The Puma is a family of Italian light wheeled armoured fighting vehicle family, consisting of the Puma 6×6 and the Puma 4×4. The vehicles were developed and are produced by the Consorzio Iveco Fiat – Oto Melara for the Italian Army. First prototypes completed in 1988, with a total of five testbed vehicles being completed by 1990.

The 4x4 variant carries 3 troop members plus the driver, the 6×6 variant carries 6 troops plus driver.

History 

At first the Puma was intended to complement the Centauro wheeled tank destroyer in service with the Italian Army's Cavalry Regiments, but today most infantry regiments of the Italian Army have also been equipped with Pumas.

Eight cavalry regiments and two special forces regiments are equipped with a total of 330 Puma 4×4 vehicles.

250 Puma 6×6 vehicles are in service with the Italian Army Lagunari Regiment "Serenissima", the "Folgore" Parachutist Brigade, the 66th Air Assault Regiment and the Alpini Regiments.
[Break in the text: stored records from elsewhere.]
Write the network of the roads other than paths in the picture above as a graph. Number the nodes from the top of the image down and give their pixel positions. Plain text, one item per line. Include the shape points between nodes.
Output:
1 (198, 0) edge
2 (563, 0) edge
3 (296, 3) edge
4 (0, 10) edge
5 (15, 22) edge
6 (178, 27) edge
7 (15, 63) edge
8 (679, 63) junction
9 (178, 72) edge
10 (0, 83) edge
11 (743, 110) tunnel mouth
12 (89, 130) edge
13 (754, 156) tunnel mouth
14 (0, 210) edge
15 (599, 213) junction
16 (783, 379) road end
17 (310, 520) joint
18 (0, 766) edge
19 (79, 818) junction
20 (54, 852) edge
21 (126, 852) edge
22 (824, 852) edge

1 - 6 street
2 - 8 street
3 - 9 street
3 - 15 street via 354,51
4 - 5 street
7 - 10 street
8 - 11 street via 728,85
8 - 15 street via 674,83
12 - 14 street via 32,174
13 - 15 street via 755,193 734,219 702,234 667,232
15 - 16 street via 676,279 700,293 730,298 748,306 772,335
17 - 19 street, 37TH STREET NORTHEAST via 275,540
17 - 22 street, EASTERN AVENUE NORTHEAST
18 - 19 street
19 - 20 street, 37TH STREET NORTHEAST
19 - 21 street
In Italian service, the 4×4 variant carries two soldiers in addition to the driver and gunner, and is used in pairs for battlefield reconnaissance. The 6X6 version carries four soldiers plus driver and gunner, and together with another Puma 6×6 can carry an entire Italian infantry squad of eight men.

At the end of 1999, the Italian Army ordered 580 Puma vehicles, 250 of the 6×6 configuration, and 330 4×4 vehicles. First vehicles were completed in mid-2003.

In 2007 the Italian Army ordered 19 Hitrole 12.7mm machine gun remote controlled turrets from Oto Melara and is planning to add extra armor to the vehicle.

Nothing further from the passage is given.